According to medical research, 90 per cent of diseases are psychosomatic in nature with stress and tension being the main causes of concern. Yoga practitioners say that people can benefit much more through a combination of meditation, yoga and pranyama (breathing exercise) than just practising one aspect of the therapy.

“Since a majority of diseases are chronic in nature, it is not advisable to remain dependent on alleopathic medicines for a very long time. Instead, pranyama and meditation can lead to a greater state of health and well-being. Through pranayama, there is an increased amount of oxygen supplied to the brain which leads to mental clarity, greater alertness and an enhanced sense of physical well-being,” said P.S. Rajesh, yoga teacher at the SSY centre in Dubai.

“Meditation on the other hand provides deep rest to the mind as 20 minutes of meditation is equivalent to 4 hours of sleep. A combination of these two along with diet control can lead to an increased longevity,” he added.

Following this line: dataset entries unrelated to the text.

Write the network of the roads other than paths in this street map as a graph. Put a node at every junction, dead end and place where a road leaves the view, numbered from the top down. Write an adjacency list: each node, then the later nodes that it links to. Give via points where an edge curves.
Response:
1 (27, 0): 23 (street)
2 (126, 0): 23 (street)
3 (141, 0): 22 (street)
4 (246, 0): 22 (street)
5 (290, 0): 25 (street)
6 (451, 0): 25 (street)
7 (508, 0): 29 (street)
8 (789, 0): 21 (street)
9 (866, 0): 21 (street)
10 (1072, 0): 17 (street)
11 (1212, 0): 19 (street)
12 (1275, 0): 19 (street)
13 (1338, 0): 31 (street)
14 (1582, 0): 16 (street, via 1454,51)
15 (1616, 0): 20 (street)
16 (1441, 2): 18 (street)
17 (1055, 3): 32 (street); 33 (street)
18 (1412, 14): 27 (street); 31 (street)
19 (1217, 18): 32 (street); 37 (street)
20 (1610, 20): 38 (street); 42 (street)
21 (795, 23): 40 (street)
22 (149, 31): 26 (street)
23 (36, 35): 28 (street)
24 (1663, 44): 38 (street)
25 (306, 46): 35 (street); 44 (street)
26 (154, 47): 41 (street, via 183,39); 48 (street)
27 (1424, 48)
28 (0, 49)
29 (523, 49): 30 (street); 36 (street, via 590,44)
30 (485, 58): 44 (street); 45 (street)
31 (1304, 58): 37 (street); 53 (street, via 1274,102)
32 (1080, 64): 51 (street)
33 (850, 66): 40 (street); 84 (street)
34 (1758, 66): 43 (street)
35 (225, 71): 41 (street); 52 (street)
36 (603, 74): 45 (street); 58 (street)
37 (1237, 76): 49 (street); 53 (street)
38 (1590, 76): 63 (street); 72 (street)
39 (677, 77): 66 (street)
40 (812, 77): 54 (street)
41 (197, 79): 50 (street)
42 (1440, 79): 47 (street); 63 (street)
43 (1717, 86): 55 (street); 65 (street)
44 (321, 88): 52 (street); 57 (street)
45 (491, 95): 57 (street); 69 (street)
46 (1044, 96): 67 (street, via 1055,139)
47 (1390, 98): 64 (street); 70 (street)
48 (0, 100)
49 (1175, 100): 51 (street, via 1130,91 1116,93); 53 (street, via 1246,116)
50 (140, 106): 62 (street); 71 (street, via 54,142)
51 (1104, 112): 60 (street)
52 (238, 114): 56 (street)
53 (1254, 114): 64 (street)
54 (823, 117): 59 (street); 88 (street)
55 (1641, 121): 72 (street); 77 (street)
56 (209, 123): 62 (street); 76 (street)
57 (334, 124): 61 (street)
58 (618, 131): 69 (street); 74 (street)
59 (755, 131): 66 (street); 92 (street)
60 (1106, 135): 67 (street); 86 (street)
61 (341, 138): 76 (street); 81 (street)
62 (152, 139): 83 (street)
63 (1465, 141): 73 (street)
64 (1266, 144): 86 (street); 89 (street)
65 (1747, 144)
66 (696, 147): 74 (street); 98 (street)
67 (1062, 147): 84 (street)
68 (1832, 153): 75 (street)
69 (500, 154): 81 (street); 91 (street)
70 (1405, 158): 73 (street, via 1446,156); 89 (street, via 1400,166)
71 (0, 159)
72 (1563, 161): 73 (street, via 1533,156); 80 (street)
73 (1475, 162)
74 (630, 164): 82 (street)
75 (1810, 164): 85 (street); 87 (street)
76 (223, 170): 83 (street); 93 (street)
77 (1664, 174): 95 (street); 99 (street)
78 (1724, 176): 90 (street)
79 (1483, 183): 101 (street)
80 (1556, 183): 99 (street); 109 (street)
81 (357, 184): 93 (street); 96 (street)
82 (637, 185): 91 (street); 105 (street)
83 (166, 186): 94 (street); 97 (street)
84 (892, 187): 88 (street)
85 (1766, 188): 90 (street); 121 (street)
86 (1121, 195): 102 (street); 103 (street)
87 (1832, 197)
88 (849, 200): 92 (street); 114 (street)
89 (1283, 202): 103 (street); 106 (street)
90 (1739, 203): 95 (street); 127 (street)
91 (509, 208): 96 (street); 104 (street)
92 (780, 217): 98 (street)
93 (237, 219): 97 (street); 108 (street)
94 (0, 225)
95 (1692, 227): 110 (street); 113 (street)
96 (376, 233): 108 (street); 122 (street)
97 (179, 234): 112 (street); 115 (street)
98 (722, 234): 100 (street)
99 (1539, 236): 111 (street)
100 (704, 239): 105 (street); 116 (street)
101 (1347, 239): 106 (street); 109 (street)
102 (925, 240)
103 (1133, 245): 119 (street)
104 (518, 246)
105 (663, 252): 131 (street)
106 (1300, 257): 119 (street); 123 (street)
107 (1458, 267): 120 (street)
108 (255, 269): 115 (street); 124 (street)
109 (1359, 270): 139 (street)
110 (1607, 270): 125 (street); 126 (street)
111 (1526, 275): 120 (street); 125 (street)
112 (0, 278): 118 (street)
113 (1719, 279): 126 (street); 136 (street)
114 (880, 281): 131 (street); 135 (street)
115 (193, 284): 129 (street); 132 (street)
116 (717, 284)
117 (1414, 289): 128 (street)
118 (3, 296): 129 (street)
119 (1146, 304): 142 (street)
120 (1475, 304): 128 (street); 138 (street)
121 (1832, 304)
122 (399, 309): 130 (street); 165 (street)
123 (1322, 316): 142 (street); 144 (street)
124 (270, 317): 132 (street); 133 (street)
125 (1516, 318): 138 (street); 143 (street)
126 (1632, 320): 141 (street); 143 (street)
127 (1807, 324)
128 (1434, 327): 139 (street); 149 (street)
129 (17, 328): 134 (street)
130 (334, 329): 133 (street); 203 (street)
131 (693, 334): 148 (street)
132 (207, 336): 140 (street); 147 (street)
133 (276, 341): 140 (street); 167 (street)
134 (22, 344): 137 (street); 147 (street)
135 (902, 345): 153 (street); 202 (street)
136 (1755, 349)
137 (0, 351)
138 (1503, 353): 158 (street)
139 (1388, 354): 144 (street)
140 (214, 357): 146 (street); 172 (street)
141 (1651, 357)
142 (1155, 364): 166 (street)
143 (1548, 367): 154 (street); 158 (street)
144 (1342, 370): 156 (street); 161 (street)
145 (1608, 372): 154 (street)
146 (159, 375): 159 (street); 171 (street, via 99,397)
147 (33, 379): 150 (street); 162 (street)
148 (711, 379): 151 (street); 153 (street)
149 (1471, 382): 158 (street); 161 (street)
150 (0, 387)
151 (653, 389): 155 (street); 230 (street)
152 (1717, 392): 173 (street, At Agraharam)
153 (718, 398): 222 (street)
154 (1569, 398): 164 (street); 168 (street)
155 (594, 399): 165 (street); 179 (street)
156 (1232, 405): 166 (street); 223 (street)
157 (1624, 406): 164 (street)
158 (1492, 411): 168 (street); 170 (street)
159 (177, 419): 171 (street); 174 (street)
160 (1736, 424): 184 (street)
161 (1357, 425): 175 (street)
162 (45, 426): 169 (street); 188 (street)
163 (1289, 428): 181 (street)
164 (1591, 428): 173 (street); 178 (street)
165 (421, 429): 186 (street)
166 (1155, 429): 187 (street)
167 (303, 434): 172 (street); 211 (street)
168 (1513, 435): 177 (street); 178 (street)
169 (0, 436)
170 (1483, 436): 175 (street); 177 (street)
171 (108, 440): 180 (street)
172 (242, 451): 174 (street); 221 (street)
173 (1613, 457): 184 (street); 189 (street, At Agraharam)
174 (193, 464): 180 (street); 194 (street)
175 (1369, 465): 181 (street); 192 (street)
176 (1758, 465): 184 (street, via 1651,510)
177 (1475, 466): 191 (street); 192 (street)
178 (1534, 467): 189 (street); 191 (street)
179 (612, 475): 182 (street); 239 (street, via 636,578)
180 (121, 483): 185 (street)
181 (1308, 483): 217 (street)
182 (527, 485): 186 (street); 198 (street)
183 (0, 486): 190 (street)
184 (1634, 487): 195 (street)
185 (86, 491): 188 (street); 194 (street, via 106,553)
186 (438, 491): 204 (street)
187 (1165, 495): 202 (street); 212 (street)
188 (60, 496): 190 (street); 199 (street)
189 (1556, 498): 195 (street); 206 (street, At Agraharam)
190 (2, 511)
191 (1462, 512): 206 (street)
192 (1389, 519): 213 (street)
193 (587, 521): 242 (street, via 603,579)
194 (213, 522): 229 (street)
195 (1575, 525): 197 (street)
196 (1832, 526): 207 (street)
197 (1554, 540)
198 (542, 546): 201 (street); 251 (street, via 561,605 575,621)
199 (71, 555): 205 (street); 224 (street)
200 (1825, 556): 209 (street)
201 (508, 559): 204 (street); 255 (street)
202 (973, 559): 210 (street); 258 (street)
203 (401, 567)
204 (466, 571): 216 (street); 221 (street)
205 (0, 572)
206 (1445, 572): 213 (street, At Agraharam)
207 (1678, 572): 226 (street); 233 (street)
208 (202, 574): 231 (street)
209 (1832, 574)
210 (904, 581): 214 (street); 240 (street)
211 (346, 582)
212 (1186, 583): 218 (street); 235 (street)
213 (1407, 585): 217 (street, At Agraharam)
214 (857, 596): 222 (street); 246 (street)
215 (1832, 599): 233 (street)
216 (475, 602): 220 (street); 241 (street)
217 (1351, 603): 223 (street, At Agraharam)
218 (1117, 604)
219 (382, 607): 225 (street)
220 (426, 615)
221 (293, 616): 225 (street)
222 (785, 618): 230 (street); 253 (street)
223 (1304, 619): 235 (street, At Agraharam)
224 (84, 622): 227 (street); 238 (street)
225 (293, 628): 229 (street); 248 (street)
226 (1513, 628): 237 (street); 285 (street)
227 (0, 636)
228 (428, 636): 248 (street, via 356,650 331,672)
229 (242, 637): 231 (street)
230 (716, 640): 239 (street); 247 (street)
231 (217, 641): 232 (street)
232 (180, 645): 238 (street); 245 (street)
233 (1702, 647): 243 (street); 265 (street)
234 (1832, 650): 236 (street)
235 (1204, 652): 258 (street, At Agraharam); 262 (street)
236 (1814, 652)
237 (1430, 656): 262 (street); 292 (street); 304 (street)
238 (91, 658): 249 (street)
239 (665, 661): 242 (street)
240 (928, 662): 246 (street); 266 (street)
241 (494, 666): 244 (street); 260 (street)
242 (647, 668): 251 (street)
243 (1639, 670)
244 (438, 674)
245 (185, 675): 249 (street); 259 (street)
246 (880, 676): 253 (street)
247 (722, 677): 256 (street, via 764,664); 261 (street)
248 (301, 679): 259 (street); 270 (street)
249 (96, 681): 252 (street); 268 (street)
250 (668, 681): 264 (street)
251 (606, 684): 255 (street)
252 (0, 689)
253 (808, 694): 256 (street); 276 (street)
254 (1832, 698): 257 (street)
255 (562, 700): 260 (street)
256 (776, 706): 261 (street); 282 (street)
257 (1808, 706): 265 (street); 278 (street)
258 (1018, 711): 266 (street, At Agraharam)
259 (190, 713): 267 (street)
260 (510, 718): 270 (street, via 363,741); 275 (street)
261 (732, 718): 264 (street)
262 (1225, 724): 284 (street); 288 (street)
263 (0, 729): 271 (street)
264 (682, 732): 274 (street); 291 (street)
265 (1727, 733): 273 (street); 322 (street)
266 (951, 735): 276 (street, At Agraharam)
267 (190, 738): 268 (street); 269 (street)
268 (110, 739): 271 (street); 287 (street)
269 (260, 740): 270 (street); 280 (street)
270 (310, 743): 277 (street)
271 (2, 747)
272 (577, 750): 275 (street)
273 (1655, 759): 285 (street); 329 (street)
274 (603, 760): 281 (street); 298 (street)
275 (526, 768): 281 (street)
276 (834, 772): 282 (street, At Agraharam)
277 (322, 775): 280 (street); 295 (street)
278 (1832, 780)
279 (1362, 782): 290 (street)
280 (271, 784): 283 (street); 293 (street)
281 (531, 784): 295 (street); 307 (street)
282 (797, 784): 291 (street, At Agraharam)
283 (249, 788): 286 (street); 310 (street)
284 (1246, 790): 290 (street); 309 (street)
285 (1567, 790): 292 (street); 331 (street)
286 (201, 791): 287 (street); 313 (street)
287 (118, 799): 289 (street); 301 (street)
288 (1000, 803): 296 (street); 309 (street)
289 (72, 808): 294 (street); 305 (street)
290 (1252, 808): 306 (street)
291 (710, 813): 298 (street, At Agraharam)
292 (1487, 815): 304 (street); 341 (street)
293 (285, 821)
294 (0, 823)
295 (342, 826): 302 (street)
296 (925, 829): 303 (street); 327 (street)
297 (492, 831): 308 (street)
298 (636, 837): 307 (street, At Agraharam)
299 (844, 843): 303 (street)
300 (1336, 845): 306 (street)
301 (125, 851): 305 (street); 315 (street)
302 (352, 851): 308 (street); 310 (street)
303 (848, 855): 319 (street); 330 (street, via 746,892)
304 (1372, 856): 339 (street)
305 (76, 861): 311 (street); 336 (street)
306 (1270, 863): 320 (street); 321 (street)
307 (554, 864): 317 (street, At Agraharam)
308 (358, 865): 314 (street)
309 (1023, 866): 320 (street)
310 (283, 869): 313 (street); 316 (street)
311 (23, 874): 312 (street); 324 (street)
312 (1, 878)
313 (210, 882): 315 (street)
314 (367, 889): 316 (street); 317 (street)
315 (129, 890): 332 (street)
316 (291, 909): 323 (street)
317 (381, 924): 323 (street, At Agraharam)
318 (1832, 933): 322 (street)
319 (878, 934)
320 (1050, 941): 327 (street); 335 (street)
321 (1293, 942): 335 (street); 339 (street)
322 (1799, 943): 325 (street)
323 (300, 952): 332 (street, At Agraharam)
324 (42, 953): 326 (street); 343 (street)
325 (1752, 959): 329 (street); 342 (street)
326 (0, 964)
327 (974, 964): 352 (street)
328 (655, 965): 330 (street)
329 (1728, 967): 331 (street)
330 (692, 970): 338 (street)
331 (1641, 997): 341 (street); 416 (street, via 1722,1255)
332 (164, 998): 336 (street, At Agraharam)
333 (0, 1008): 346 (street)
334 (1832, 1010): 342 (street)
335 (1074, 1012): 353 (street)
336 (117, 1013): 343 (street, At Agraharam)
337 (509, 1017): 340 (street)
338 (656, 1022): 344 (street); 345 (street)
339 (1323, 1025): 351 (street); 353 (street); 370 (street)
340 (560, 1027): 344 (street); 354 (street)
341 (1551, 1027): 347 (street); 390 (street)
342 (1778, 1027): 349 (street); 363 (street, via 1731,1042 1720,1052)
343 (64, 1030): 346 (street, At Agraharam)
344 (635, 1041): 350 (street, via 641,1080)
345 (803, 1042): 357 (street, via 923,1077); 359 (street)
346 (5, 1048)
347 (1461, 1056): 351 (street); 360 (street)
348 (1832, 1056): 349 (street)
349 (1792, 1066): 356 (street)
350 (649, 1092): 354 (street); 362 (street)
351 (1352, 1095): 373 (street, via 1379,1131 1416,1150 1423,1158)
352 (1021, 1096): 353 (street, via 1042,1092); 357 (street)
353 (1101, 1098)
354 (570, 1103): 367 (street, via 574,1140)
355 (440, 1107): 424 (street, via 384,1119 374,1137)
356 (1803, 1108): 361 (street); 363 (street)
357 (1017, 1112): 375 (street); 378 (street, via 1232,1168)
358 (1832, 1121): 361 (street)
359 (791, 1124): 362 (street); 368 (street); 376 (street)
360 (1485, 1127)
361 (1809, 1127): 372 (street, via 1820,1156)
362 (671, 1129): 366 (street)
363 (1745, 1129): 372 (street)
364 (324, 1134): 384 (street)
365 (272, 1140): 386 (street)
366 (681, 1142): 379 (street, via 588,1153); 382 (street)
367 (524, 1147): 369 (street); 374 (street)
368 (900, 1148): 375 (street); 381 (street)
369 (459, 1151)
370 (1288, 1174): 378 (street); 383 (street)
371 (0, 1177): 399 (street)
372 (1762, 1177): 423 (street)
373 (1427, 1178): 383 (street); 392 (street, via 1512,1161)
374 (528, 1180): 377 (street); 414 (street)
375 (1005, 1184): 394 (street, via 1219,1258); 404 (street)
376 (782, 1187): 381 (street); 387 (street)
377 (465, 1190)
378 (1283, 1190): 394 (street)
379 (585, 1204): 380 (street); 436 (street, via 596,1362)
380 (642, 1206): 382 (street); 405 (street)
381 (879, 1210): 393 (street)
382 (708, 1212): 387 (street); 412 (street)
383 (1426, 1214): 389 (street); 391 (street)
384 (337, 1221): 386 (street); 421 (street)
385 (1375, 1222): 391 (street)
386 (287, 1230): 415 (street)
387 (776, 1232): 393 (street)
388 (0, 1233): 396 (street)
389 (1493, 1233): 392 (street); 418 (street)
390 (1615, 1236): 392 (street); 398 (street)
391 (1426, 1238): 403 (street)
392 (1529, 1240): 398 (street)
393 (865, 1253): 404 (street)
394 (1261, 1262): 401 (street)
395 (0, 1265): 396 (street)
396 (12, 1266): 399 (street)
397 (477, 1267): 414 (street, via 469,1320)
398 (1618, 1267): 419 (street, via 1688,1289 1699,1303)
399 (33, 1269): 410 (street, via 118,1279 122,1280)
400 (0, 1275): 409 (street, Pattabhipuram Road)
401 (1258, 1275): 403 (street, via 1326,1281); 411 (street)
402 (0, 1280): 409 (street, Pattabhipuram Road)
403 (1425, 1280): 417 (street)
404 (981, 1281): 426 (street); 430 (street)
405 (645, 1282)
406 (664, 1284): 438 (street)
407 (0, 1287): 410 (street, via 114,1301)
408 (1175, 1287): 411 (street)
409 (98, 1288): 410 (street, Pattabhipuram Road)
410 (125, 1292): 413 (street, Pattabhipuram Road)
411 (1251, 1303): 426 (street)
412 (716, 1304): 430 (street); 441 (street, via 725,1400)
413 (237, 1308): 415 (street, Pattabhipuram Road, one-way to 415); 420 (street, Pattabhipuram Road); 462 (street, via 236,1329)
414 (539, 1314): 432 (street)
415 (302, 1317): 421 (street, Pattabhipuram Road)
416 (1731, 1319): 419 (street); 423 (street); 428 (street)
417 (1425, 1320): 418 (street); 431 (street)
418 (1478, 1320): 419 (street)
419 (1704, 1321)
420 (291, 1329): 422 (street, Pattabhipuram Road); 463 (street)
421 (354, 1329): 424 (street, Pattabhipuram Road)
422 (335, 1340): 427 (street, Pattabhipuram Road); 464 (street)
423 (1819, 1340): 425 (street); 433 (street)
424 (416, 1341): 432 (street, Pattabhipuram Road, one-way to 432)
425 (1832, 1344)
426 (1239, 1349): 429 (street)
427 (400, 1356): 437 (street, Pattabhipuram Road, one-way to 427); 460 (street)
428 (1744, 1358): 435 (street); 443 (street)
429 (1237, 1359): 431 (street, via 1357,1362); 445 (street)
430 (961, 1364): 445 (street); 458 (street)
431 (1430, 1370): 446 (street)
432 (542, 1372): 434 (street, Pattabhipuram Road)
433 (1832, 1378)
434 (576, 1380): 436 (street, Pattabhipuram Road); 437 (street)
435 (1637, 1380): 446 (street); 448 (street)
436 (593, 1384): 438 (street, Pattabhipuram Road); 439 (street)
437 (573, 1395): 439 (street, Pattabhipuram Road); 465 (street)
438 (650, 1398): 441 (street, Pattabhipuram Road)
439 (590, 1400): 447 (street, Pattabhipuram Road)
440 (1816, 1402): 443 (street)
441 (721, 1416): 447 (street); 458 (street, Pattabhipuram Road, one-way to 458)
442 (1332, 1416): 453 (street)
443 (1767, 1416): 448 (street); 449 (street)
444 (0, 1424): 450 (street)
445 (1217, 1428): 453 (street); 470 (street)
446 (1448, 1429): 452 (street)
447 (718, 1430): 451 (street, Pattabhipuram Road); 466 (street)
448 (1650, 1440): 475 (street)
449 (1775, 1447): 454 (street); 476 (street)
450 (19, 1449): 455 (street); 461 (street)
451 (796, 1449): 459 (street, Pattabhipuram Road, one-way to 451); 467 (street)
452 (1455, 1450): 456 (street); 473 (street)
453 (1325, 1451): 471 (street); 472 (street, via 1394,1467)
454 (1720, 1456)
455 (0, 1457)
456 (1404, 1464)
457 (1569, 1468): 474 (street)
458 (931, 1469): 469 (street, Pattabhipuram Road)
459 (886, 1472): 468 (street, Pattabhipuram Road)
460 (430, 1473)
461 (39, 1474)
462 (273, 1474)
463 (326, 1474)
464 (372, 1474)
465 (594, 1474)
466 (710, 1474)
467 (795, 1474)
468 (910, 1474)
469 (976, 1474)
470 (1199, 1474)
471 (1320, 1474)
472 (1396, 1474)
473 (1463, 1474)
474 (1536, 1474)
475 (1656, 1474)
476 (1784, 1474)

The World Health Organisation (WHO) has also recognised the need for developing alternative therapies further. Apart from yoga, many people are also increasingly flocking to other therapies such as Feng Shui to bring about that greater bit of efficiency in their lives.

Shilpa Sharma, a Feng Shui practitioner, says that by the inclusion of simple items, Feng Shui can lead to enormous benefits in a person’s life.

“Feng Shui essentially tries to balance out negative energies present in an environment by the inclusion of special items. It is a study of the environment’s influence on human fortunes.

“Everybody can change the way they live or work through simple acts,” she said. Ms Sharma further elaborated on these acts.

“For instance, including a ‘money toad’ in your house which faces the door leads to Lady Luck shining on the occupants. A ‘laughing buddha’ in a house also brings enormous luck to its owners while ‘mandarin ducks’ can be placed to increase marital harmony amongst newly wed couples.”